In [1]:
import os
import torch
from wdm import LSTMEncoder, LSTMCellDecoder
from embeddings import load_glove_embeddings, Embeddings

In [2]:
if torch.cuda.is_available():
    device = torch.device("cuda:0")
    print("Running on the GPU")
else:
    device = torch.device("cpu")
    print("Running on the CPU")

Running on the CPU


In [3]:
dim = 50
data_loc = '../data'
model_loc = 'model'
batch = 1
max_length = 30

In [4]:
embeddings = load_glove_embeddings(dim, data_loc)
len(embeddings)

400003

In [5]:
def load_encoder(filename):
    encoder = LSTMEncoder(dim, dim)
    with open(filename, 'rb') as f:
        encoder.load_state_dict(torch.load(f, map_location=torch.device('cpu')))
    return encoder

def load_decoder(filename):
    decoder = LSTMCellDecoder(dim, dim*2, len(embeddings))
    with open(filename, 'rb') as f:
        decoder.load_state_dict(torch.load(f, map_location=torch.device('cpu')))
    return decoder

In [6]:
encoder = load_encoder(os.path.join(model_loc, 'encoder.pt'))
decoder = load_decoder(os.path.join(model_loc, 'decoder.pt'))


In [7]:
from itertools import chain
from typing import List, Iterable
from torch.nn.utils.rnn import pad_sequence, pack_padded_sequence, PackedSequence

def sentence_to_list(sent: str) -> Iterable[str]:
    return chain([Embeddings.SOS_STR], sent.split(), [Embeddings.EOS_STR])
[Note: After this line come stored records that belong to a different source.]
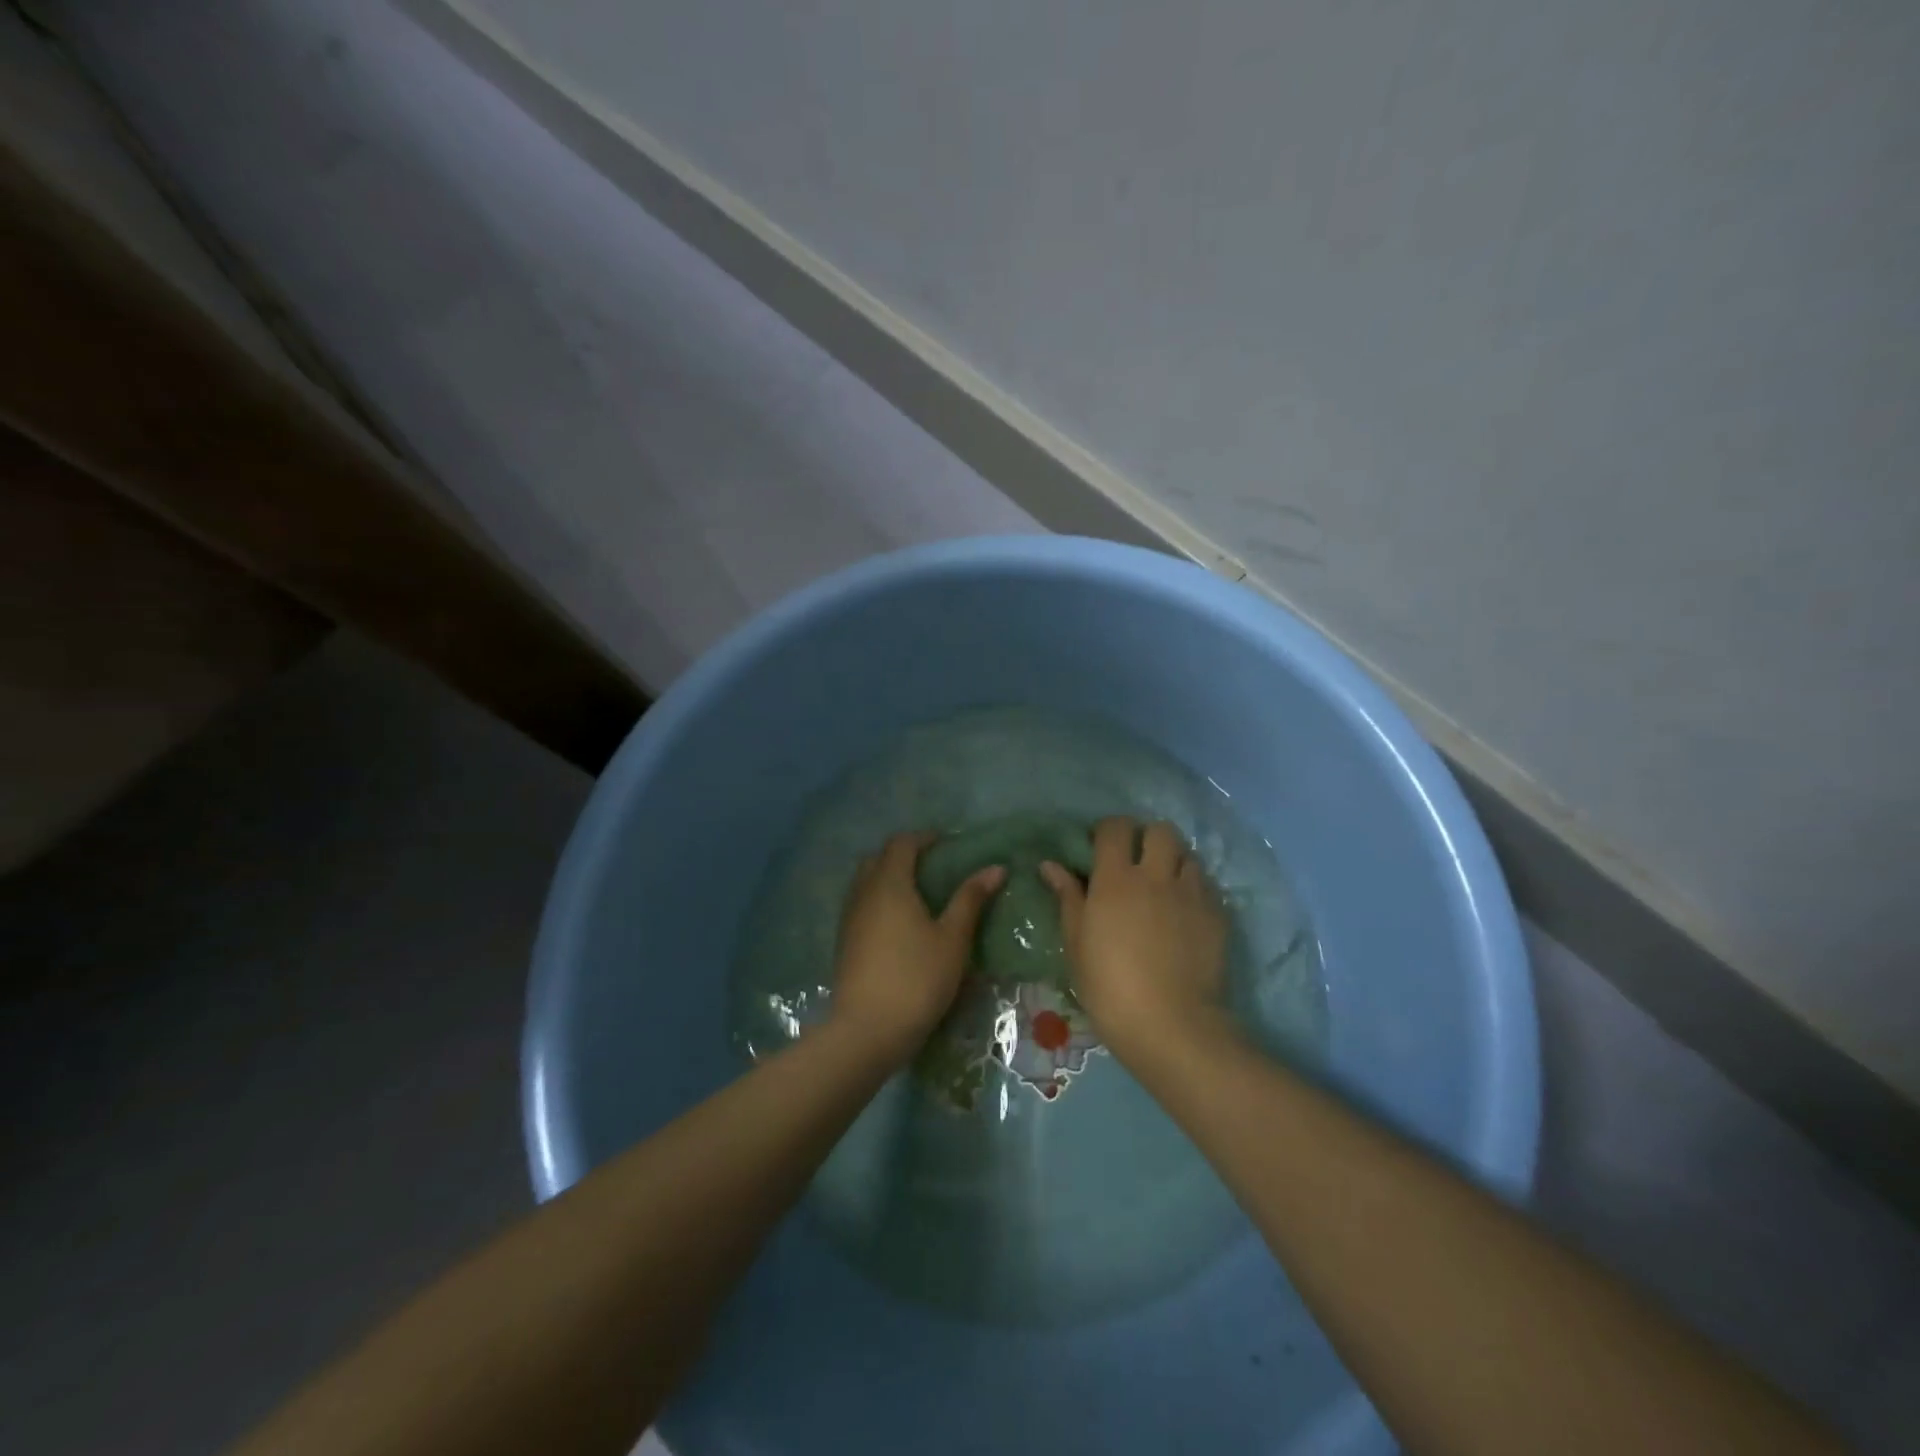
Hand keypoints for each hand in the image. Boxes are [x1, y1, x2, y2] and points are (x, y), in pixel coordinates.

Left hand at [831, 831, 1005, 1065]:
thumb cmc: (917, 978)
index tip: (947, 844)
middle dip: (903, 855)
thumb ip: (970, 899)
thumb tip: (995, 868)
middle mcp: (864, 893)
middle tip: (932, 868)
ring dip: (888, 878)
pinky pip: (860, 906)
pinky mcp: (844, 942)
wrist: (867, 1030)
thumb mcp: (953, 939)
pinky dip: (878, 902)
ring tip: (918, 896)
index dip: (924, 838)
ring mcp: (849, 918)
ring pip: (865, 883)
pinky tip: (899, 926)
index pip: (901, 843)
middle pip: (878, 858)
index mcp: (890, 883)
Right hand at [1041, 817, 1228, 1063]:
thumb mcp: (1076, 943)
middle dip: (1146, 837)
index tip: (1099, 848)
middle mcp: (1156, 876)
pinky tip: (1184, 912)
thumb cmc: (1109, 986)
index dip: (1107, 830)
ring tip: (1164, 885)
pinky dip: (1194, 888)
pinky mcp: (1217, 914)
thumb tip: (1050, 865)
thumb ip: (1067, 897)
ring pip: (1187, 854)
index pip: (1116, 828)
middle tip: (1136, 861)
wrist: (1170, 1025)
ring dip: (1173, 861)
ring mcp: (1191, 893)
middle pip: (1159, 830)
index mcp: (1116, 879)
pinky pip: (1206, 885)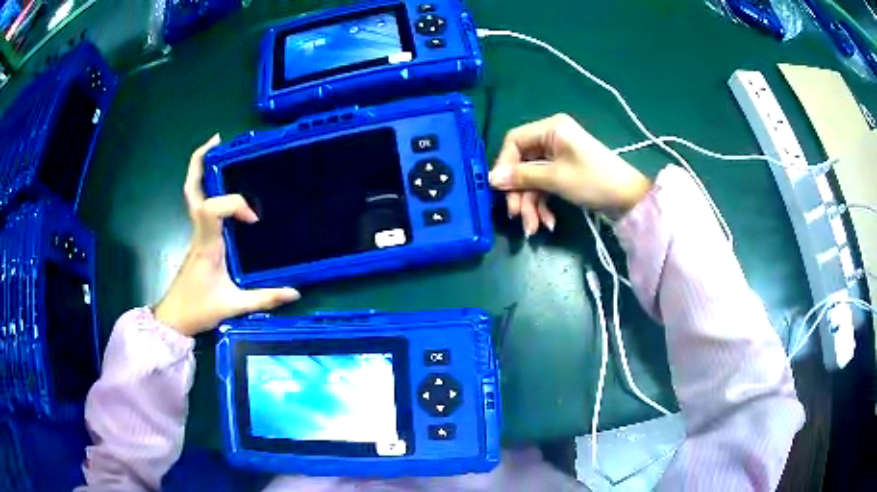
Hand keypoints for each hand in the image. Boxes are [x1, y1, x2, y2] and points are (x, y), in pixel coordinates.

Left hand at [153, 134, 299, 336]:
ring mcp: (196, 233)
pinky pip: (200, 205)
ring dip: (202, 170)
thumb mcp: (234, 306)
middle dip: (200, 161)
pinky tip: (223, 187)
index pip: (214, 208)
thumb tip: (295, 293)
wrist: (175, 318)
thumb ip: (265, 298)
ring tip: (219, 151)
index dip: (236, 204)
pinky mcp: (198, 238)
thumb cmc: (199, 309)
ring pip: (193, 194)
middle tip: (217, 141)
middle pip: (192, 190)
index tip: (254, 221)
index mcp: (206, 243)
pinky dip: (208, 188)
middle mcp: (199, 232)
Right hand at [489, 113, 651, 235]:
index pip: (514, 141)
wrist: (629, 199)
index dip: (504, 165)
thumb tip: (490, 179)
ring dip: (531, 204)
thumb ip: (521, 177)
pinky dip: (543, 204)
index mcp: (551, 128)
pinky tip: (549, 222)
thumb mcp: (555, 179)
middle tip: (517, 216)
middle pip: (522, 163)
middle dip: (520, 193)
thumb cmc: (593, 181)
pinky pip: (545, 185)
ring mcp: (559, 156)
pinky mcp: (564, 171)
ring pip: (532, 178)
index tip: (500, 190)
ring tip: (534, 227)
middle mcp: (552, 137)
def to_packed_sequence(tensors: List[torch.Tensor]) -> PackedSequence:
    lens = [len(t) for t in tensors]
    packed = pack_padded_sequence(pad_sequence(tensors), lens, enforce_sorted=False).to(device)
    return packed

def strings_to_batch(strings: List[str]) -> PackedSequence:
    sents_emb = [embeddings.sentence_to_tensor(sentence_to_list(sent)) for sent in strings]
    return to_packed_sequence(sents_emb)

def strings_to_ids(strings: List[str]) -> PackedSequence:
    ids = [embeddings.sentence_to_ids(sentence_to_list(sent)) for sent in strings]
    return to_packed_sequence(ids)

In [8]:
from dataset import Oxford2019Dataset
from torch.utils.data import DataLoader

def make_data_loader(filename: str, file_loc: str = os.path.join(data_loc, 'Oxford-2019')) -> DataLoader:
    dataset = Oxford2019Dataset(data_loc=os.path.join(file_loc, filename))
    data_loader = DataLoader(dataset, batch_size=batch, shuffle=True)
    return data_loader

test_set = make_data_loader('test.txt')

In [79]:
from torch.nn import LogSoftmax, Softmax
from random import randint

encoder.eval()
decoder.eval()
lsm = LogSoftmax(dim=1)
sm = Softmax(dim=1)


def generate_text(word, example):
    word_first_example = ' '.join((word, example))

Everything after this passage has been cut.